En décembre 2017, et pour une période de deux mois, Kashmir Hill, journaliste pour Gizmodo, se transformait en cobaye avec sa famille, en choisissant de convertir en smart home son deux-pièces de San Francisco. Tout ce qu’il était possible de connecter l’avait été dans le logement : les lampes, la cafetière, le baby phone, les jouets des enfants, la télévision, les brosses à dent, le cadre photos, un sex toy et même son lit, sans bien sûr oublier l’assistant vocal Amazon Echo. L’objectif était de documenter et comprendre ce qu’il se passe lorsque l’on va au bout du tout connecté, notamment du point de vue de la protection des données. De cette expérience résulte un long et passionnant article, The House that Spied on Me, paru sur Gizmodo en février 2018. La journaliste explique qu’elle a rendu intelligente sa maison pour « découvrir si celle-ci allait me trahir », mais aussi « ce qu’elle allait apprendre, et à qui elle le dirait. ».  

Alors que Kashmir Hill et sa famille pouvaient tout commander par la voix (allumer la lumière, faire le café ou lancer la musique), elle pouvait aussi échanger des messages vocaux avec son jeune enfant, ou avec sa nounou. Elle recevait des rappels de sa brosse à dents et son lit avait la capacité à déclencher automatiquement son mode chauffage. 

Afin de compléter l’expérience, un développeur associé avait déployé un point d’accès wifi basé sur une Raspberry Pi pour suivre le fonctionnement des objets connectés du foyer, de telle sorte qu’il pouvait observer l’activité de la journaliste de la même manière que les fournisseurs de services pourraient avoir la capacité de le faire. 

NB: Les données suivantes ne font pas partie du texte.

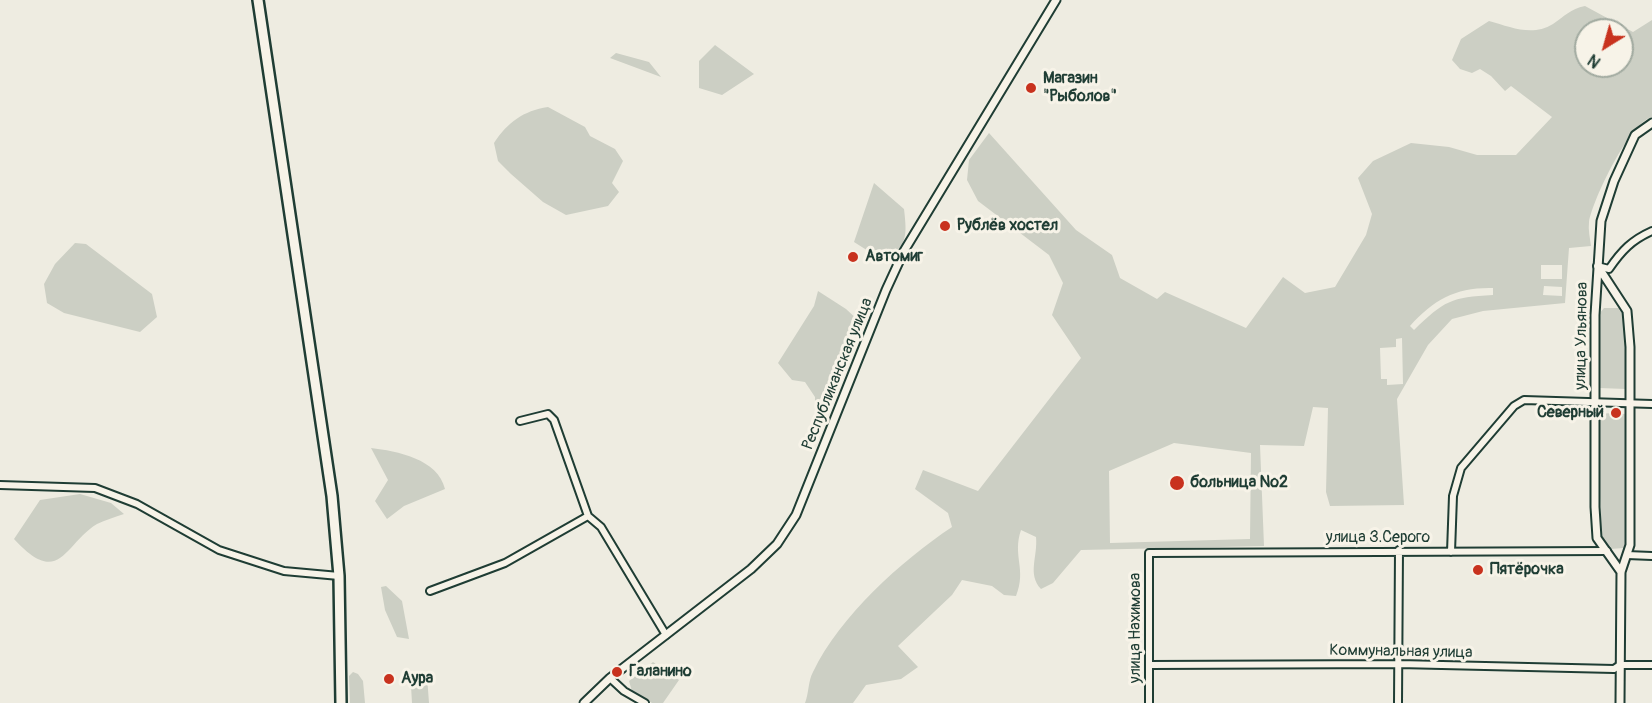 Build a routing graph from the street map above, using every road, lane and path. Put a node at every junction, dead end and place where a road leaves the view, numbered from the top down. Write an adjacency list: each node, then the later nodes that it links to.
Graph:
1 (258, 0): 19 (main road)
2 (1056, 0): 21 (street, Республиканская улица)
3 (1652, 123): 5 (street)
4 (1652, 231): 5 (street)
5 (1598, 266): 6 (street, улица Ульянова); 7 (street, улица Ульянова)
6 (1595, 402): 7 (street); 13 (street, улица Ульянова); 14 (street)
7 (1630, 403): 8 (street); 16 (street, улица Ульянова)
8 (1652, 404)
9 (520, 421): 11 (street)
10 (0, 485): 19 (street)
11 (588, 516): 20 (street); 21 (street)
12 (1399, 550): 14 (street, улица З.Серого); 15 (street, улица З.Серого); 22 (street)
13 (1607, 551): 14 (street, улица З.Серого); 18 (street, улица Ульянова)
14 (1451, 552)
15 (1149, 553): 23 (street, улица Нахимова)
16 (1627, 555): 17 (street); 18 (street, улица Ульянова)
17 (1652, 556)
18 (1622, 572): 24 (street, улица Ульянова)
19 (339, 576): 27 (main road)
20 (430, 591)
21 (666, 634): 26 (street, Республиканская улица)
22 (1399, 664): 23 (street, Коммунальная улица); 24 (street, Коммунальная улица); 31 (street)
23 (1149, 665): 30 (street, улица Нахимова)
24 (1620, 665): 25 (street, Коммунальная улица); 32 (street, улица Ульянова)
25 (1652, 665)
26 (610, 678): 28 (street, Республиканская улица); 29 (street)
27 (341, 703)
28 (584, 703)
29 (645, 703)
30 (1149, 703)
31 (1398, 703)
32 (1620, 703) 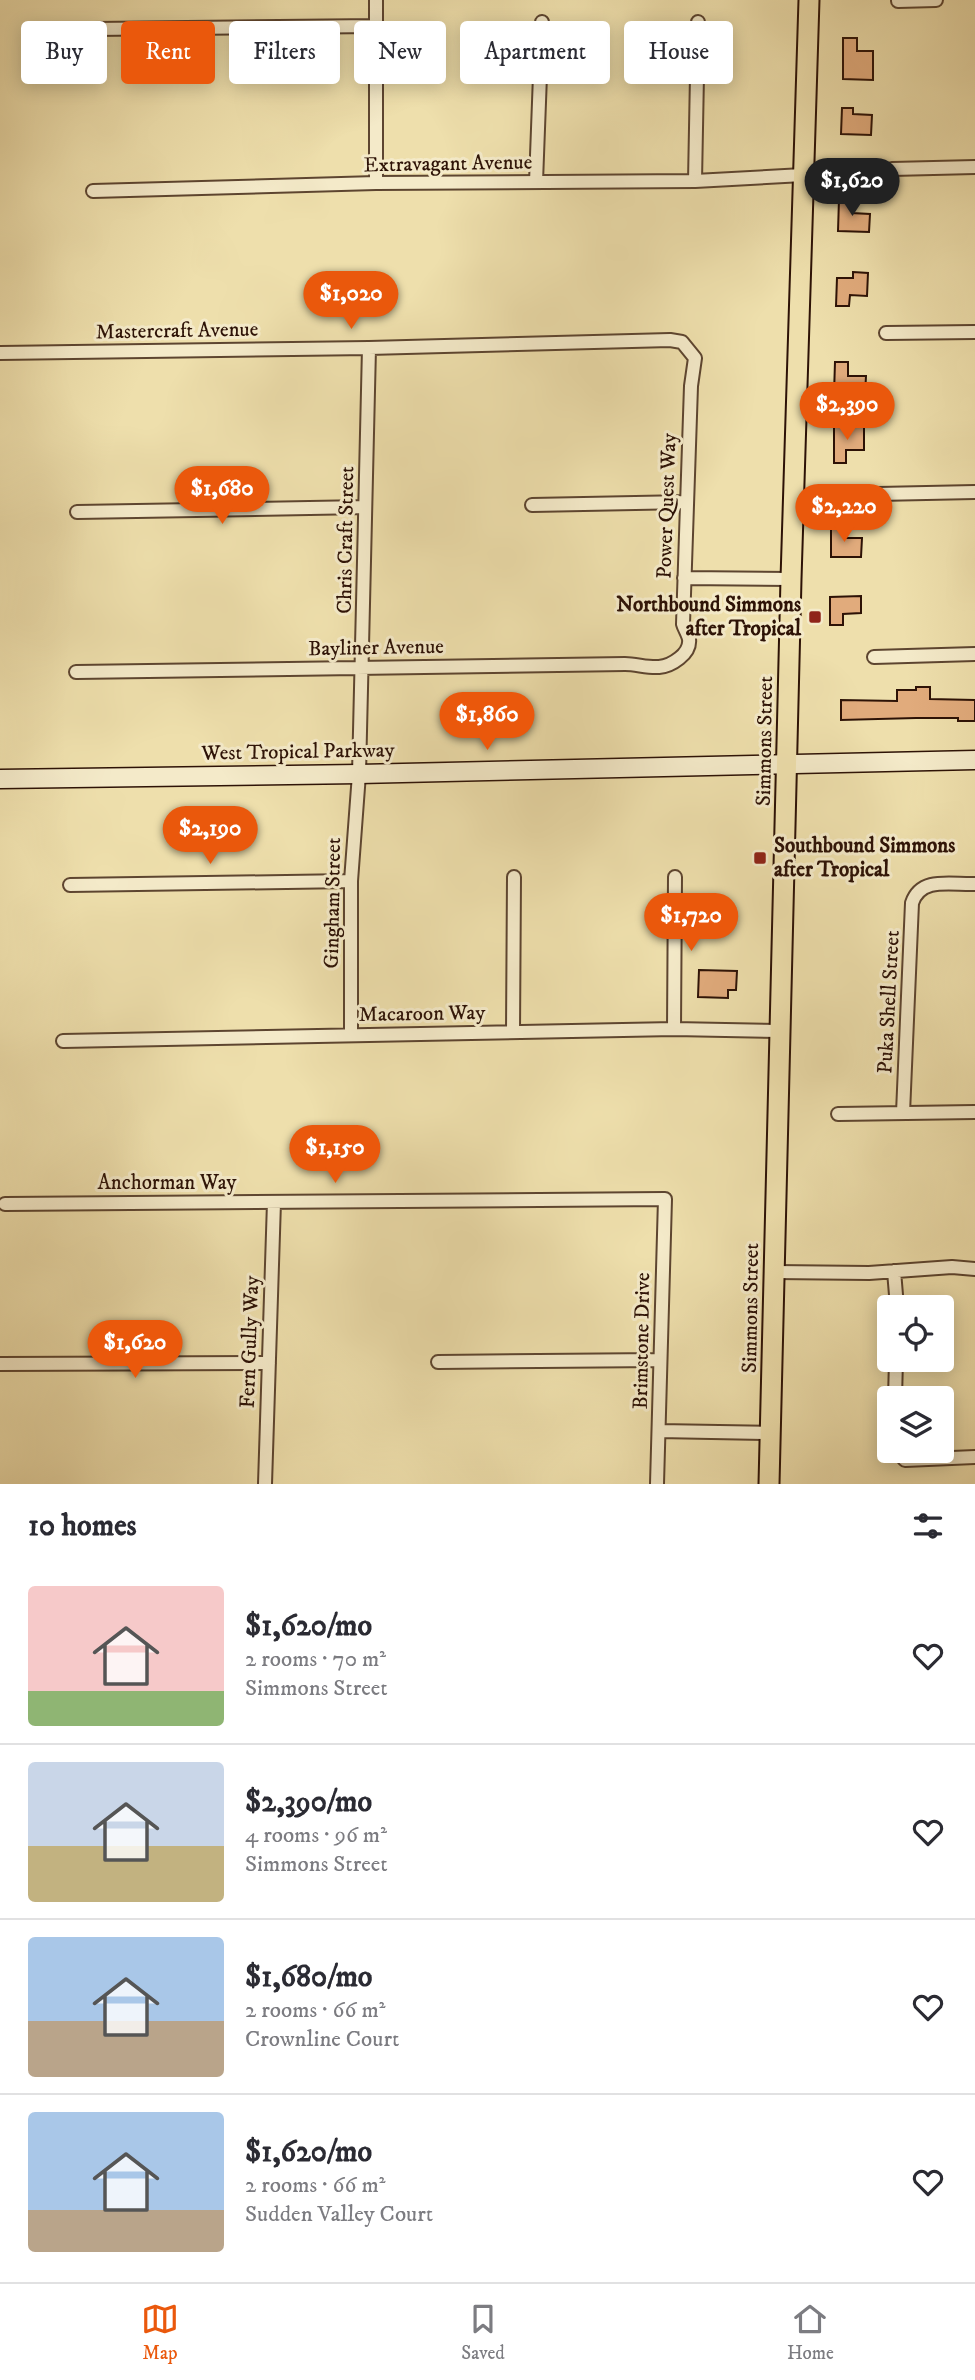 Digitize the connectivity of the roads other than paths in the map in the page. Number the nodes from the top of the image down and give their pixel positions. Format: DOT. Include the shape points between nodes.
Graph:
graph roads {
  1 [pos="376,0"];
  2 [pos="809,0"];
  3 [pos="936,0"];
  4 [pos="898,1"];
  5 [pos="376,21"];
  6 [pos="354,26"];
  7 [pos="107,29"];
  8 [pos="376,84"];
  9 [pos="540,84"];
  10 [pos="697,84"];
  11 [pos="975,167"];
  12 [pos="891,169"];
  13 [pos="803,175"];
  14 [pos="695,181"];
  15 [pos="536,182"];
  16 [pos="376,183"];
  17 [pos="93,191"];
  18 [pos="975,332"];
  19 [pos="886,333"];
  20 [pos="369,348"];
  21 [pos="688,348"];
  22 [pos="0,353"];
  23 [pos="975,492"];
  24 [pos="878,494"];
  25 [pos="687,502"];
  26 [pos="531,505"];
  27 [pos="365,507"];
  28 [pos="77,512"];
  29 [pos="684,578"];
  30 [pos="791,579"];
  31 [pos="975,654"];
  32 [pos="874,657"];
  33 [pos="675,662"];
  34 [pos="362,668"];
  35 [pos="76,672"];
  36 [pos="975,760"];
  37 [pos="788,764"];
  38 [pos="359,774"];
  39 [pos="0,779"];
  40 [pos="514,877"];
  41 [pos="675,877"];
  42 [pos="351,881"];
  43 [pos="975,884"];
  44 [pos="70,885"];
  45 [pos="674,1029"];
  46 [pos="781,1031"];
  47 [pos="513,1032"];
  48 [pos="351,1034"];
  49 [pos="63,1041"];
  50 [pos="975,1112"];
  51 [pos="903,1113"];
  52 [pos="838,1114"];
  53 [pos="665,1199"];
  54 [pos="274,1202"];
  55 [pos="5,1204"];
  56 [pos="975,1269"];
  57 [pos="894,1271"];
  58 [pos="775,1272"];
  59 [pos="896,1295"];
  60 [pos="660,1360"];
  61 [pos="269,1363"];
  62 [pos="438,1363"];
  63 [pos="0,1364"];
  64 [pos="659,1431"];
  65 [pos="771,1433"];
  66 [pos="975,1457"];
  67 [pos="954,1458"];
  68 [pos="265,1484"];
  69 [pos="657,1484"];
  70 [pos="769,1484"];
  1 -- 5 [label="street"];
  2 -- 13 [label="main road, Simmons Street"];
  3 -- 4 [label="street"];
  6 -- 7 [label="street"];
  8 -- 16 [label="street"];
  9 -- 15 [label="street"];
  10 -- 14 [label="street"];
  11 -- 12 [label="street"];
  13 -- 14 [label="street, Extravagant Avenue"];
  13 -- 30 [label="main road, Simmons Street"];
  14 -- 15 [label="street, Extravagant Avenue"];
  15 -- 16 [label="street, Extravagant Avenue"];
  16 -- 17 [label="street, Extravagant Avenue"];
  18 -- 19 [label="street"];
  20 -- 21 [label="street, Mastercraft Avenue" via="670,340"];
  20 -- 22 [label="street, Mastercraft Avenue"];
  20 -- 27 [label="street, Chris Craft Street"];
  21 -- 25 [label="street, Power Quest Way" via="695,358"];
  23 -- 24 [label="street"];
  25 -- 26 [label="street"];
  25 -- 29 [label="street, Power Quest Way"];
  27 -- 28 [label="street"];
  27 -- 34 [label="street, Chris Craft Street"];
  29 -- 30 [label="street"];
  29 -- 33 [label="street, Power Quest Way" via="683,624 689,640"];
  30 -- 37 [label="main road, Simmons Street"];
  31 -- 32 [label="street"];
  33 -- 34 [label="street, Bayliner Avenue" via="655,667"];
  34 -- 35 [label="street, Bayliner Avenue"];
  34 -- 38 [label="street, Chris Craft Street"];
  36 -- 37 [label="main road, West Tropical Parkway"];
  37 -- 38 [label="main road, West Tropical Parkway"];
  37 -- 46 [label="main road, Simmons Street"];
  38 -- 39 [label="main road, West Tropical Parkway"];
  38 -- 42 [label="street, Gingham Street"];
  40 -- 47 [label="street"];
  41 -- 45 [label="street"];
  42 -- 44 [label="street"];
  42 -- 48 [label="street, Gingham Street"];
  43 -- 51 [label="street, Puka Shell Street" via="933,884 915,894 912,903"];
  45 -- 46 [label="street, Macaroon Way"];
  45 -- 47 [label="street, Macaroon Way"];
  46 -- 58 [label="main road, Simmons Street"];
  47 -- 48 [label="street, Macaroon Way"];
  48 -- 49 [label="street, Macaroon Way"];
  50 -- 51 [label="street"];
  51 -- 52 [label="street"];
  53 -- 54 [label="street, Anchorman Way"];
  53 -- 60 [label="street, Brimstone Drive"];
  54 -- 55 [label="street, Anchorman Way"];
  54 -- 61 [label="street, Fern Gully Way"];
  56 -- 57 [label="street"];
  57 -- 58 [label="street"];
  57 -- 59 [label="street"];
  58 -- 65 [label="main road, Simmons Street"];
  60 -- 62 [label="street"];
  60 -- 64 [label="street, Brimstone Drive"];
  61 -- 63 [label="street"];
  61 -- 68 [label="street, Fern Gully Way"];
  64 -- 65 [label="street"];
  64 -- 69 [label="street, Brimstone Drive"];
  65 -- 70 [label="main road, Simmons Street"];
  66 -- 67 [label="street"];
} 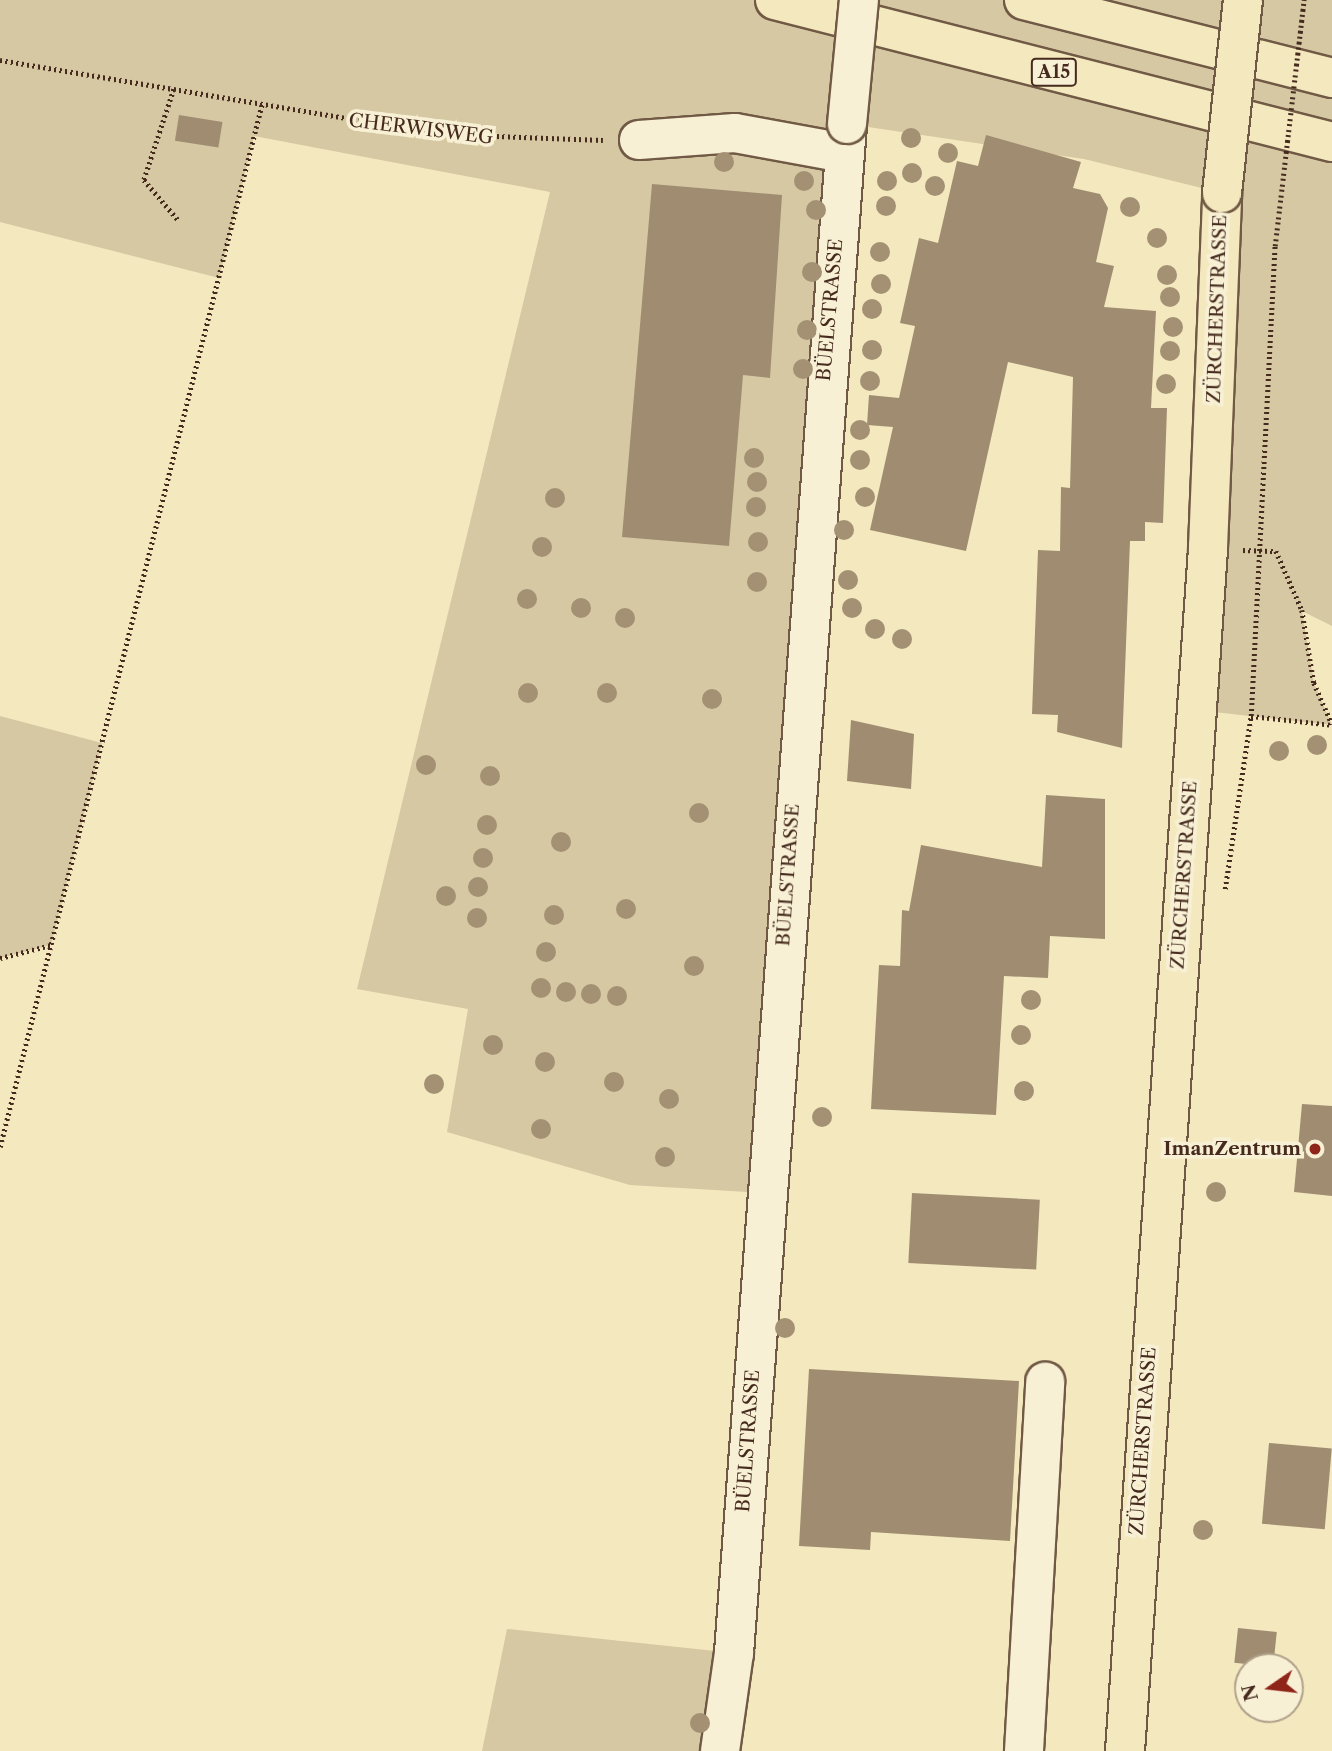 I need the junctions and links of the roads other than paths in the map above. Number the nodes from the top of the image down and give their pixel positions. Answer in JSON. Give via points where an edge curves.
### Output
{"nodes":[{"id":1,"x":775,"y":0,"type":"edge"},
{"id":2,"x":859,"y":0,"type":"edge"},
{"id":3,"x":1024,"y":0,"type":"edge"},
{"id":4,"x":1243,"y":0,"type":"edge"},
{"id":5,"x":1332,"y":78,"type":"edge"},
{"id":6,"x":846,"y":139,"type":"junction"},
{"id":7,"x":639,"y":140,"type":"road end"},
{"id":8,"x":1332,"y":142,"type":"edge"},
{"id":9,"x":1045,"y":1381,"type":"dead end"},
{"id":10,"x":720,"y":1751,"type":"edge"},
{"id":11,"x":1024,"y":1751,"type":"edge"},
{"id":12,"x":1125,"y":1751,"type":"edge"}],
"edges":[{"from":1,"to":8,"type":"main road","number":"A15"},
{"from":2,"to":6,"type":"street","name":"BÜELSTRASSE","bridge":true},
{"from":3,"to":5,"type":"main road"},
{"from":4,"to":12,"type":"main road","name":"ZÜRCHERSTRASSE","bridge":true,"via":[[1222,192],[1208,548]]},
{"from":6,"to":7,"type":"street","via":[[736,133]]},
{"from":6,"to":10,"type":"street","name":"BÜELSTRASSE","via":[[734,1653]]},
{"from":9,"to":11,"type":"street"}]}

Du point de vue de l’expérience utilisateur, Kashmir Hill relate par de nombreux exemples le caractère exaspérant de vivre dans une maison dite intelligente. Lorsque le système d’extinction des lampes complètement centralisé se met à boguer, elle se voit contrainte de commander par la voix chacune des ampoules de la maison, l’une après l’autre pour pouvoir les éteindre, et ainsi passer beaucoup plus de temps qu’avec de simples interrupteurs. Lorsque le détecteur de mouvement déclenche la caméra alors qu’elle traversait – nue – le salon de l’appartement, les vidéos sont directement uploadées en ligne, dans ce cas, heureusement chiffrées.  

« elle m’observait alors que je me préparais un café »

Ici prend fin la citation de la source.